=== Begin Enclosure ===

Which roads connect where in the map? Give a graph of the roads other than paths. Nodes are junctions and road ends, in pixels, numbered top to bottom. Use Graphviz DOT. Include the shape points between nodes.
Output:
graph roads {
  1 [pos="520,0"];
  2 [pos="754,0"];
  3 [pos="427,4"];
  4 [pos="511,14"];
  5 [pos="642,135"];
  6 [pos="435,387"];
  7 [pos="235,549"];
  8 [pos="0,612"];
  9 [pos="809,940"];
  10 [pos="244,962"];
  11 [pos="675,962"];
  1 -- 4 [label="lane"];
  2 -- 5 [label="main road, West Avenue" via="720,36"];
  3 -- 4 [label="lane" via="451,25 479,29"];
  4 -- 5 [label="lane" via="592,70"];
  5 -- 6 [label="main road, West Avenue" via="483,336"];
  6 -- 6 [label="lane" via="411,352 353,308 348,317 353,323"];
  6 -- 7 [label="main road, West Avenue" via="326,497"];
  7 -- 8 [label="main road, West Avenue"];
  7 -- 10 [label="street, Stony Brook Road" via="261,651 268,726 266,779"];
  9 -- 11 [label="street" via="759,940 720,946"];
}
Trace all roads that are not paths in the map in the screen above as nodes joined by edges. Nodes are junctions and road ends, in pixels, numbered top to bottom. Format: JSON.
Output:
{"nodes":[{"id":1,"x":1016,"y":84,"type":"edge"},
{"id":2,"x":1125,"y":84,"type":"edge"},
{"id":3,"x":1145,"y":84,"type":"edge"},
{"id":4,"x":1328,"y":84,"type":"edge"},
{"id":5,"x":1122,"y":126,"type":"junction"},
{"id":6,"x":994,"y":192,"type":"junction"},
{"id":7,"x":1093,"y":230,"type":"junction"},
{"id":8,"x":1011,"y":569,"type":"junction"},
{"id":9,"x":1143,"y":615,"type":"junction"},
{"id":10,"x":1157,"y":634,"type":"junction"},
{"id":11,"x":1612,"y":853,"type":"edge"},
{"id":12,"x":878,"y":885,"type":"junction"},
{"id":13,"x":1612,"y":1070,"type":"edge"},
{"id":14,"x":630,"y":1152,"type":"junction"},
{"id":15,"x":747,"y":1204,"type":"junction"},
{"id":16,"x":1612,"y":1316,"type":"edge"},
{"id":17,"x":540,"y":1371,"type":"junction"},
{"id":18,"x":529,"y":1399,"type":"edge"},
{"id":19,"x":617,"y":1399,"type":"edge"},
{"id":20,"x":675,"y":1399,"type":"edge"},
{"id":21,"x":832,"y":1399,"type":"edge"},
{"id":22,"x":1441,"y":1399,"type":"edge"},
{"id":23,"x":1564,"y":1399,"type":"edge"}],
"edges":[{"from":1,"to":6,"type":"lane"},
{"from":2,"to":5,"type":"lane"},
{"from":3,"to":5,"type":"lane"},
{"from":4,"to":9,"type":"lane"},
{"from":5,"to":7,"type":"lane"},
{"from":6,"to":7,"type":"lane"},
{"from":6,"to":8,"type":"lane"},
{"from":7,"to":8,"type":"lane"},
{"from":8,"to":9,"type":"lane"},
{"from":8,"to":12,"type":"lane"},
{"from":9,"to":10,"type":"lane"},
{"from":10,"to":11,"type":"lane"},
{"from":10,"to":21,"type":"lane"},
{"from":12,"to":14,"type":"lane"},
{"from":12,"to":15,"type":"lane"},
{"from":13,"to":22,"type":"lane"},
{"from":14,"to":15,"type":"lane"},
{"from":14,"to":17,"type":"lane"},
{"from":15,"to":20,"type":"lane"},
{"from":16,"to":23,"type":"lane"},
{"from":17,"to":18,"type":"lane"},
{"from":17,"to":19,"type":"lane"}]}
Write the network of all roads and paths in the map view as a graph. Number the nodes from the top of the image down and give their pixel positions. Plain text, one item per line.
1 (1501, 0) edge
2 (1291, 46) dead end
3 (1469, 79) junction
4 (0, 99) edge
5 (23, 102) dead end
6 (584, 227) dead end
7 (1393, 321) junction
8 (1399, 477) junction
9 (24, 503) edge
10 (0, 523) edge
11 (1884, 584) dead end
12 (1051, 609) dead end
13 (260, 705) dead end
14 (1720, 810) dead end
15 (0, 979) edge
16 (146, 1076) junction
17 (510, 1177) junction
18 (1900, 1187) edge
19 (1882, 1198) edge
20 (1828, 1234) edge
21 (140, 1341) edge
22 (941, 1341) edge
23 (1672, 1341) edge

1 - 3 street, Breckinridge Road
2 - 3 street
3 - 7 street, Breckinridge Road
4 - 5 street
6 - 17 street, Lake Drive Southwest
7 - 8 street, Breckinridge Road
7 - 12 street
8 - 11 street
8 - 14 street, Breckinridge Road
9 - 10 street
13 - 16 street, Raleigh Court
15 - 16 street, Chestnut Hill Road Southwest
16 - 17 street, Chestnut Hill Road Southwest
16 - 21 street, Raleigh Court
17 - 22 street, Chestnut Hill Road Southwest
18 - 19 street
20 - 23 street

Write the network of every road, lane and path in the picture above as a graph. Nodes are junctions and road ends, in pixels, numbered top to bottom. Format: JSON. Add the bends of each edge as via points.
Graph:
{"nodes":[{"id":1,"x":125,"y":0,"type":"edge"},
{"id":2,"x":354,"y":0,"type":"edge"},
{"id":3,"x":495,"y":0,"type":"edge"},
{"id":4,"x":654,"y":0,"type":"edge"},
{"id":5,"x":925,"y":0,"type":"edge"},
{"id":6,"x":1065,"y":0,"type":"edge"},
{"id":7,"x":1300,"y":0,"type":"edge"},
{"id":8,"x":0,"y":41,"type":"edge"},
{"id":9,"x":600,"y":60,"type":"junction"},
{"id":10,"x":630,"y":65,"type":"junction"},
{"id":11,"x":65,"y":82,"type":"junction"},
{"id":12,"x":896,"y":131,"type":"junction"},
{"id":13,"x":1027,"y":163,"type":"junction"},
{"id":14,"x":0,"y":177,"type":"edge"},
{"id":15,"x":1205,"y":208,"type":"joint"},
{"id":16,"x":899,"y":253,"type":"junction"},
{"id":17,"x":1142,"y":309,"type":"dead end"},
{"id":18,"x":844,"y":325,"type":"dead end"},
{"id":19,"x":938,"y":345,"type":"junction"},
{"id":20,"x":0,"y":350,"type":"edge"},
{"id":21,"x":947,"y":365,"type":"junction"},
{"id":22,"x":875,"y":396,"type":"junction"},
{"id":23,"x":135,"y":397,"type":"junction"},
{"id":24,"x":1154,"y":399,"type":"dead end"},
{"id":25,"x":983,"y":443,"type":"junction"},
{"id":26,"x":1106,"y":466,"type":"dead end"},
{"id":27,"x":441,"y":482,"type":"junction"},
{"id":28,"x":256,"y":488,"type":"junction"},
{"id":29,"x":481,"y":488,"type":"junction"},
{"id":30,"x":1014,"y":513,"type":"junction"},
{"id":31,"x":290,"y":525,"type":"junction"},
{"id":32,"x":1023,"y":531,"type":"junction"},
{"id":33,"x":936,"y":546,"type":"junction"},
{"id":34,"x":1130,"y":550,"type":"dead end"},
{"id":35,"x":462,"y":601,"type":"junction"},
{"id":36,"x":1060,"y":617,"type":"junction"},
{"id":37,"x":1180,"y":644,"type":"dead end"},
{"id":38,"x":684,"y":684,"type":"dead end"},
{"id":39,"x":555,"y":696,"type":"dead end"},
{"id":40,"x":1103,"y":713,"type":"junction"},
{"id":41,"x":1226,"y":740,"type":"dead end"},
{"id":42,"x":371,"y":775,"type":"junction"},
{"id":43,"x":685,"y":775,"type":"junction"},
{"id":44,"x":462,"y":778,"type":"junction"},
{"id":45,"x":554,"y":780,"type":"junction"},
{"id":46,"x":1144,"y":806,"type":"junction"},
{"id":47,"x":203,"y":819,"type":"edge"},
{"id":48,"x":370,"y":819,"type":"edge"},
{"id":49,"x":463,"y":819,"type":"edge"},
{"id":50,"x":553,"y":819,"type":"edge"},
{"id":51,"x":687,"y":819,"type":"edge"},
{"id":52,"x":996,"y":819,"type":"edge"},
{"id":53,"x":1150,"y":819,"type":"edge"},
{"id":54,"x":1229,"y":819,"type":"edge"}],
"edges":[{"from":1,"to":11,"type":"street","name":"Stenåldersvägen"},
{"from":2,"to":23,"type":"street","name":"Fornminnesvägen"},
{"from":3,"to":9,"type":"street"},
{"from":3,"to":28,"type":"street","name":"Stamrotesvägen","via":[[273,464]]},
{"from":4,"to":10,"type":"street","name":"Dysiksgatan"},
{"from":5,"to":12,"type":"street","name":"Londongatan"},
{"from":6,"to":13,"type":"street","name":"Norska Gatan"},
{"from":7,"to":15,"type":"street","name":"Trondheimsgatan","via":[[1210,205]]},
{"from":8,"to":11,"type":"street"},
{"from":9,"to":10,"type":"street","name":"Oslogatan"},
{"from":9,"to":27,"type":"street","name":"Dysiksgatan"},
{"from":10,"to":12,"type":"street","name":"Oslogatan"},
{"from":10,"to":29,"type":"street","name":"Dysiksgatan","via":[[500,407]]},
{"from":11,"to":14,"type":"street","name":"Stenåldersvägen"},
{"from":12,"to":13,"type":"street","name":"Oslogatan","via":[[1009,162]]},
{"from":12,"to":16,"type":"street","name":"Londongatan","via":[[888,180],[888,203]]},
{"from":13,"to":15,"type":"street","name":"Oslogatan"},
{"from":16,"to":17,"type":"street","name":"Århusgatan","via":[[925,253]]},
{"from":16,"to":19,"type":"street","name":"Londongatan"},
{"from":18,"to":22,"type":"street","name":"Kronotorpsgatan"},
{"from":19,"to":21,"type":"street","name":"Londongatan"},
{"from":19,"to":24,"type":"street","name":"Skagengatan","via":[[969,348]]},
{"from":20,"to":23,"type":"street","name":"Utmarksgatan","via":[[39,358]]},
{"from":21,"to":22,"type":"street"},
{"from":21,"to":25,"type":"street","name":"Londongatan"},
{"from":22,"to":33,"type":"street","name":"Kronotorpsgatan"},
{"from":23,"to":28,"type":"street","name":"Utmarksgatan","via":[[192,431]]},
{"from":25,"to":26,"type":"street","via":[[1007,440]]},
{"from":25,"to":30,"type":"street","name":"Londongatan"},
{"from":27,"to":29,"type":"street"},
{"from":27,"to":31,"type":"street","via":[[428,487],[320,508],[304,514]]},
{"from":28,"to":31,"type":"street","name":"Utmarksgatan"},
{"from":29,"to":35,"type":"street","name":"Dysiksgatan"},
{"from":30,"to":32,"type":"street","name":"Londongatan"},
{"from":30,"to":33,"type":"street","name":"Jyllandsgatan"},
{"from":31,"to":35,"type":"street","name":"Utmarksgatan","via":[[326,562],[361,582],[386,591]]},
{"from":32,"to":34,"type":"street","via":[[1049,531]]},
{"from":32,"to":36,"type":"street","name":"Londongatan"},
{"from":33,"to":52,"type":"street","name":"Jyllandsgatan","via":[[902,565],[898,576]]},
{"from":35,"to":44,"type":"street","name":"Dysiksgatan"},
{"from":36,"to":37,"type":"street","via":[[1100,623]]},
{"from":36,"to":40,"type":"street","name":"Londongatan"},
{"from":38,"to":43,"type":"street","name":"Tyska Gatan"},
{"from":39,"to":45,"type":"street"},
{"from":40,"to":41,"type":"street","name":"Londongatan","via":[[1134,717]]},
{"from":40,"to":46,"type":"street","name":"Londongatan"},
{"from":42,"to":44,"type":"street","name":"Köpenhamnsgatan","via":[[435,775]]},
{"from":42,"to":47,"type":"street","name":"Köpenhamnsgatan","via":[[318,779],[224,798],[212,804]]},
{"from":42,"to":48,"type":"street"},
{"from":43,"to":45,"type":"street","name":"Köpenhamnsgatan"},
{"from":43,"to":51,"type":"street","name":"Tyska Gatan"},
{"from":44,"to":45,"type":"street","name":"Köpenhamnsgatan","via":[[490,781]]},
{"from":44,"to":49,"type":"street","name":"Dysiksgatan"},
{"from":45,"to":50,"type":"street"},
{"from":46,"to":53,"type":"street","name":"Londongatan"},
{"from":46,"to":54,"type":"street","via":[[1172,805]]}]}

=== End Enclosure ===

=== ACTION ITEM ===
Using the listing above, pull out all lines that hold the word "Breckinridge".

=== SOLUTION TO THIS PROBLEM ===
1 - 3 street, Breckinridge Road
3 - 7 street, Breckinridge Road
7 - 8 street, Breckinridge Road
8 - 14 street, Breckinridge Road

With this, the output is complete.